One Drac was generally heavy enough to wind a person, because they were all muscle and no brain. The force of the impact of the three Dracs who jumped on top of each other and on Frank crushed all of the air from Frank’s lungs. He couldn’t move, could barely squeak air in. Under the bodies, he couldn’t even _see_. Cloth pressed into his nose, the unmoving Dracs dead weight above him as he strained to get his legs underneath him. It felt like he was drowning, but the water was an ocean of fucking stupid whales. He could hear the vague sounds of those recently winded beneath the sharp whine of the BLI blasters.

When Frank pushed up as hard as he could, the Dracs flew off him, apparently unable to regain their balance after he’d thrown them. He shot all three of them, gulping for the precious air he’d been deprived of under the pile and leaning over, hands on his knees.

They were acting so strange, like they’d tried to learn some new tactics, but hadn’t learned what to do following their new attacks. They also hadn’t gotten the memo on friendly fire and how jumping on your peers and knocking the breath out of them during a fight was generally considered to be a Bad Idea in most circles. Maybe the Dracs had thought they were helping. If they could think.

Before he had time to properly catch his breath and help the others out, something grabbed him from behind, hauling him off the desert floor. The grip around his neck was strong, and he struggled against it. When he tried to break free, by smashing his head back into the Drac’s face, his head just ended up lolling back onto a shoulder. His vision started to darken at the edges, and he gasped, hands scrabbling against the arm at his throat. He kicked back with his feet as hard as he could manage in his oxygen-deprived state, and felt a satisfying crunch of heel-on-knee. Everything went gold before the arm fell away, and Frank tumbled forward. His hands couldn’t support him, and he collapsed onto his elbows, forehead pressed into the dirt.

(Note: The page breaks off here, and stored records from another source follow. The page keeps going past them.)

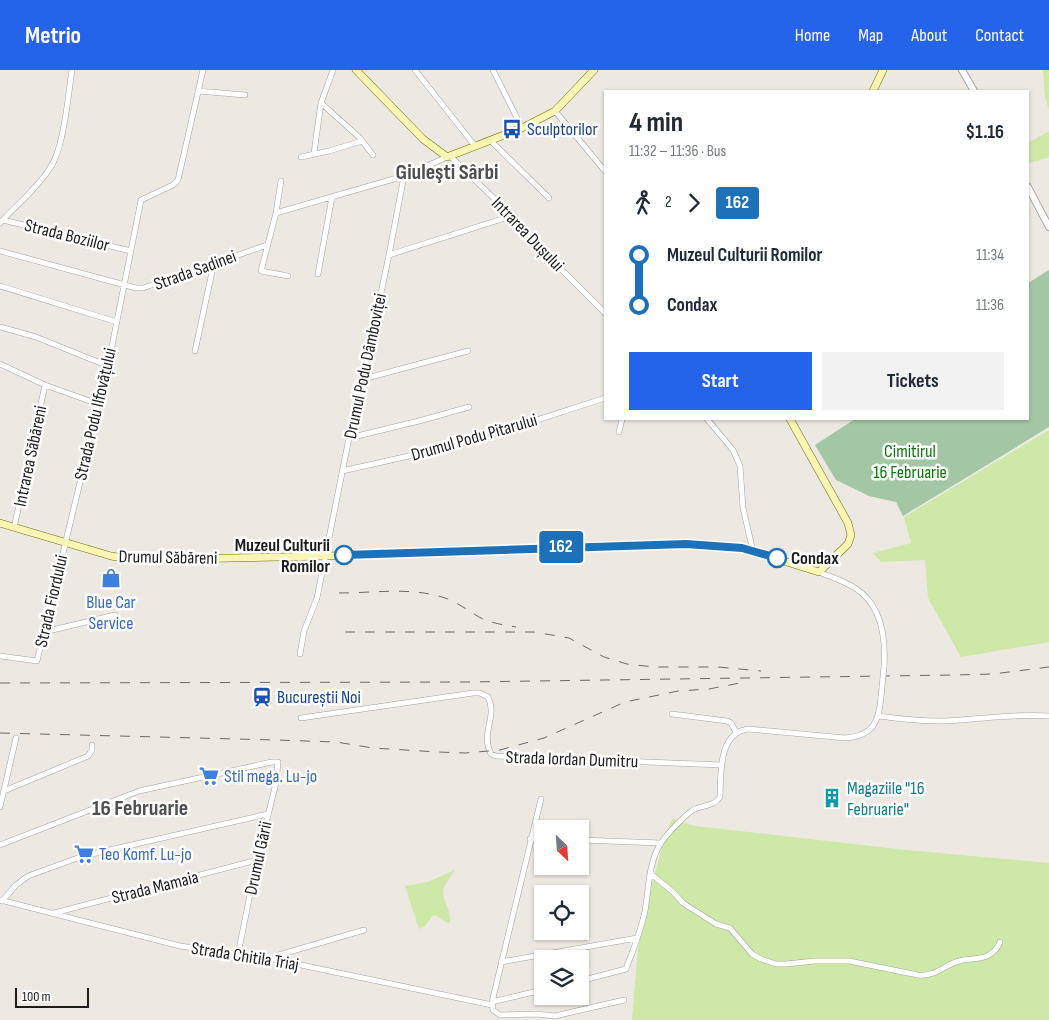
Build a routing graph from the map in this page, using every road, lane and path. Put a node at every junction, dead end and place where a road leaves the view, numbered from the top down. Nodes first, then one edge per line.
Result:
1 (72, 70) edge
2 (203, 70) edge
3 (332, 70) edge
4 (356, 70) edge
5 (415, 70) edge
6 (493, 70) edge
7 (594, 70) edge
8 (883, 70) edge
9 (962, 70) edge
10 (873, 90) edge
11 (973, 90) edge
12 (198, 91) junction
13 (245, 94) dead end
14 (322, 103) junction
15 (554, 111) junction
16 (522, 128) junction
17 (490, 140) junction
18 (362, 141) junction
19 (475, 146) junction
20 (314, 153) junction
21 (373, 155) dead end
22 (301, 157) dead end
23 (449, 157) junction
24 (604, 170) edge
25 (404, 176) junction
26 (281, 181) dead end
27 (1029, 188) edge
28 (332, 197) junction
29 (549, 198) dead end
30 (276, 213) junction
31 (511, 216) junction
32 (1, 221) edge
33 (1049, 227) edge
34 (267, 244) junction
35 (0, 251) edge
36 (132, 251) junction
37 (389, 255) junction
38 (214, 263) junction
39 (318, 274) dead end
40 (288, 276) dead end
41 (125, 285) junction
42 (0, 286) edge
43 (604, 312) edge
44 (117, 322) junction
45 (0, 327) edge
46 (195, 350) dead end
47 (468, 351) dead end
48 (0, 364) edge
49 (108, 366) junction
50 (363, 379) junction
51 (45, 385) junction
52 (604, 398) edge
53 (98, 404) junction
54 (469, 407) dead end
55 (622, 420) edge
56 (708, 420) edge
57 (791, 420) edge
58 (619, 432) dead end
59 (349, 438) junction
60 (342, 471) junction
61 (0, 523) edge
62 (14, 528) junction
63 (64, 542) junction
64 (755, 551) junction
65 (326, 556) junction
66 (820, 572) junction
67 (115, 615) dead end
68 (44, 632) junction
69 (300, 654) dead end
70 (0, 656) edge
71 (672, 714) dead end
72 (879, 716) junction
73 (1049, 716) edge
74 (301, 718) dead end
75 (736, 732) junction
76 (16, 738) dead end
77 (92, 745) dead end
78 (722, 765) junction
79 (4, 791) junction
80 (541, 799) dead end
81 (0, 807) edge
82 (268, 814) junction
83 (530, 839) junction
84 (534, 839) edge
85 (589, 840) edge
86 (661, 843) junction
87 (0, 845) edge
88 (257, 860) junction
89 (650, 874) junction
90 (1, 901) edge
91 (52, 913) junction
92 (364, 930) dead end
93 (637, 938) junction
94 (1000, 942) dead end
95 (238, 954) junction
96 (278, 960) junction
97 (501, 962) junction
98 (589, 979) edge
99 (534, 992) edge
100 (624, 1000) dead end
101 (492, 1004) junction

1 - 32 street
2 - 12 street
3 - 14 street
4 - 23 main road
5 - 19 street
6 - 16 street
7 - 15 main road
8 - 10 main road
9 - 11 street
12 - 13 street
12 - 36 street, Strada Podu Ilfovățului
14 - 18 street
14 - 20 street
15 - 16 main road
15 - 24 street
16 - 17 main road
17 - 19 main road
17 - 29 street
18 - 20 street
18 - 21 street
19 - 23 main road
20 - 22 street
23 - 25 street
23 - 31 street, Intrarea Dușului
25 - 28 street
25 - 37 street, Drumul Podu Dâmboviței
26 - 30 street
27 - 33 street
28 - 30 street
28 - 39 street
30 - 34 street
31 - 37 street
31 - 43 street, Intrarea Dușului
32 - 36 street, Strada Boziilor
34 - 38 street, Strada Sadinei
34 - 40 street
35 - 41 street, Strada Sadinei
36 - 41 street, Strada Podu Ilfovățului
37 - 50 street, Drumul Podu Dâmboviței
38 - 41 street, Strada Sadinei
38 - 46 street
41 - 44 street, Strada Podu Ilfovățului
42 - 44 street
44 - 49 street, Strada Podu Ilfovățului
45 - 49 street
47 - 50 street
48 - 51 street
49 - 53 street, Strada Podu Ilfovățului
50 - 59 street, Drumul Podu Dâmboviței
51 - 53 street
51 - 62 street, Intrarea Săbăreni
52 - 60 street, Drumul Podu Pitarului
53 - 63 street, Strada Podu Ilfovățului
54 - 59 street
55 - 58 street
56 - 64 street
57 - 66 main road
59 - 60 street, Drumul Podu Dâmboviței
60 - 65 street, Drumul Podu Dâmboviței
61 - 62 main road, Drumul Săbăreni
62 - 63 main road, Drumul Săbăreni
63 - 65 main road, Drumul Săbăreni
63 - 68 street, Strada Fiordului
64 - 65 main road, Drumul Săbăreni
64 - 66 main road, Drumul Săbăreni
65 - 69 street
66 - 72 street, Drumul Săbăreni, bridge
67 - 68 street
68 - 70 street, Strada Fiordului
71 - 75 street
72 - 73 street
72 - 75 street
74 - 78 street, Strada Iordan Dumitru
75 - 78 street
76 - 79 street
77 - 79 street
78 - 86 street
79 - 81 street
80 - 83 street
82 - 87 street, Drumul Gării
82 - 88 street, Drumul Gării
82 - 90 street
83 - 84 street
83 - 97 street
85 - 86 street
86 - 89 street
88 - 91 street, Strada Mamaia
88 - 95 street, Drumul Gării
89 - 93 street
89 - 94 street
90 - 91 street, Strada Chitila Triaj
91 - 95 street, Strada Chitila Triaj
92 - 96 street
93 - 97 street
93 - 98 street
95 - 96 street, Strada Chitila Triaj
96 - 101 street, Strada Chitila Triaj
97 - 101 street
99 - 101 street
100 - 101 street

He didn’t have enough air to close his hands around his gun, so he just shoved his bandana away from his face with the edge of a hand that was shaking too badly to do anything. He coughed up what felt like both of his lungs into the empty floor of the desert, eyes squeezed tight. He couldn’t even stop to remember that he hadn’t killed the Drac, it could be shooting him. He didn’t even care: all he wanted to do was breathe without feeling like he was inhaling a million daggers.

The sounds of fighting faded away with the dull _thud_ of a body hitting the floor. Frank struggled to think about his breathing, until he felt like he had a firm grip on what it was, _in and out and in and out_. He pushed himself up to his knees and looked around through his watering eyes. The landscape was a graveyard of Dracs: unmoving, masked lumps in the middle of which he could see Party Poison crouching, hands on his thighs. The air was startlingly quiet, a heavy blanket of silence after the battle and gunfire. Frank could only hear the ragged breath of his fellow Killjoys and the low whistle of the land breathing. The wind picked up, caressing his face and tugging at his hair.

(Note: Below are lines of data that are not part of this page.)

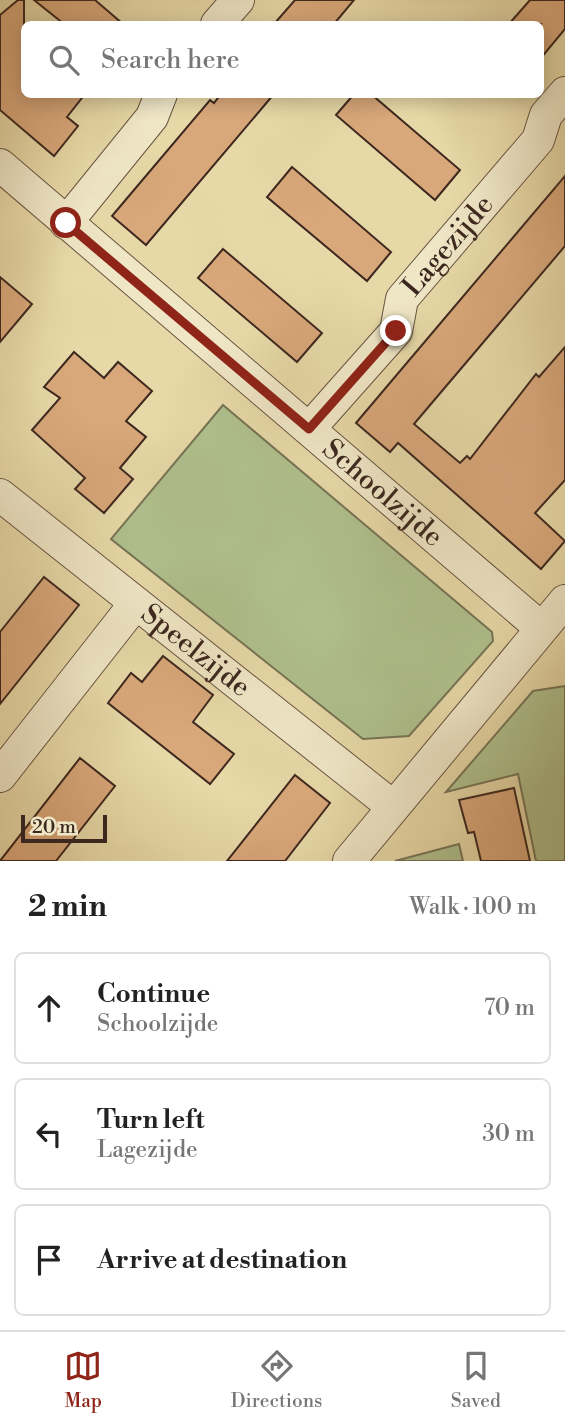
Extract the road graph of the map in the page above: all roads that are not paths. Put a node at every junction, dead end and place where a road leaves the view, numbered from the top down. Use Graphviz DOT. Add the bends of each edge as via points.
graph roads {
  1 [pos="238,0"];
  2 [pos="220,21"];
  3 [pos="565,93"];
  4 [pos="159,98"];
  5 [pos="0,165"];
  6 [pos="66,223"];
  7 [pos="309,429"];
  8 [pos="0,495"];
  9 [pos="565,601"];
  10 [pos="135,604"];
  11 [pos="541,628"];
  12 [pos="0,775"];
  13 [pos="392,806"];
  14 [pos="349,861"];
  1 -- 2 [label="street"];
  3 -- 7 [label="street, Lagezijde" via="546,115 538,140 402,299 396,331"];
  4 -- 6 [label="street" via="152,117"];
  5 -- 6 [label="street, Schoolzijde"];
  6 -- 7 [label="street, Schoolzijde"];
  7 -- 11 [label="street, Schoolzijde"];
  8 -- 10 [label="street, Speelzijde"];
  9 -- 11 [label="street"];
  10 -- 12 [label="street"];
  10 -- 13 [label="street, Speelzijde"];
  11 -- 13 [label="street"];
  13 -- 14 [label="street"];
}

“What the fuck,” Jet croaked through the noiselessness of the world.

Frank heaved in a breath. He wiped the back of his hand across his mouth, and blotted his eyes into the dusty bandana around his neck. He let it fall after he was done, because he couldn’t stand to have it over his mouth anymore, could barely stand having it around his neck.

Something crunched near him, soles of boots grinding the desert down until it was nothing. He looked up past the tall black boots and red leather to see Kobra’s arm reaching down. His eyes were dark, and almost unreadable in his face, nose solid and strong like the curve of his jaw which was still hidden beneath his yellow bandana. 

Kobra twitched the tips of his fingers. Frank coaxed his body into motion, like a human would do, stretching his own hand up. Kobra tightened his hand around Frank’s, using all the strength contained within his wiry limbs to haul Frank to his feet. He didn’t let go right away, gripping Frank’s right hand with his. Frank could see lines digging into the skin of Kobra’s forearm where his jacket was unzipped at the side, the sleeve pushed up to his elbow.

Frank swallowed, his mouth suddenly dry as his thumb felt the web of Kobra’s hand where the glove had pushed in and burned. He’d discarded the thing: Frank could see it out of the corner of his eye, lying next to the Drac who’d tried to smother Frank.

He didn’t say anything, just grimaced, turning away as he let Kobra’s hand fall. Kobra was silent, too. Frank heard him sniff, a breath of air shuddering somewhere in the depths of his lungs.

In the distance, the sun was trying to set among the cragged lips of the hills. As it bathed everything in a warm orange glow, Frank looked back over his shoulder at Kobra. His eyes were closed, face turned away from the wind. Frank watched as his eyebrows drew together momentarily before he yanked at his bandana so he could breathe from mouth. His face was turned away from the hills, his eyes were bathed in shadows. When they flickered open and glanced over Frank, their edges barely glinted in the light of the setting sun. Confusion and fatigue were brushed over the lines of his face, the slack skin around his mouth as he breathed, the flickering shine of his irises, the tilt of his head.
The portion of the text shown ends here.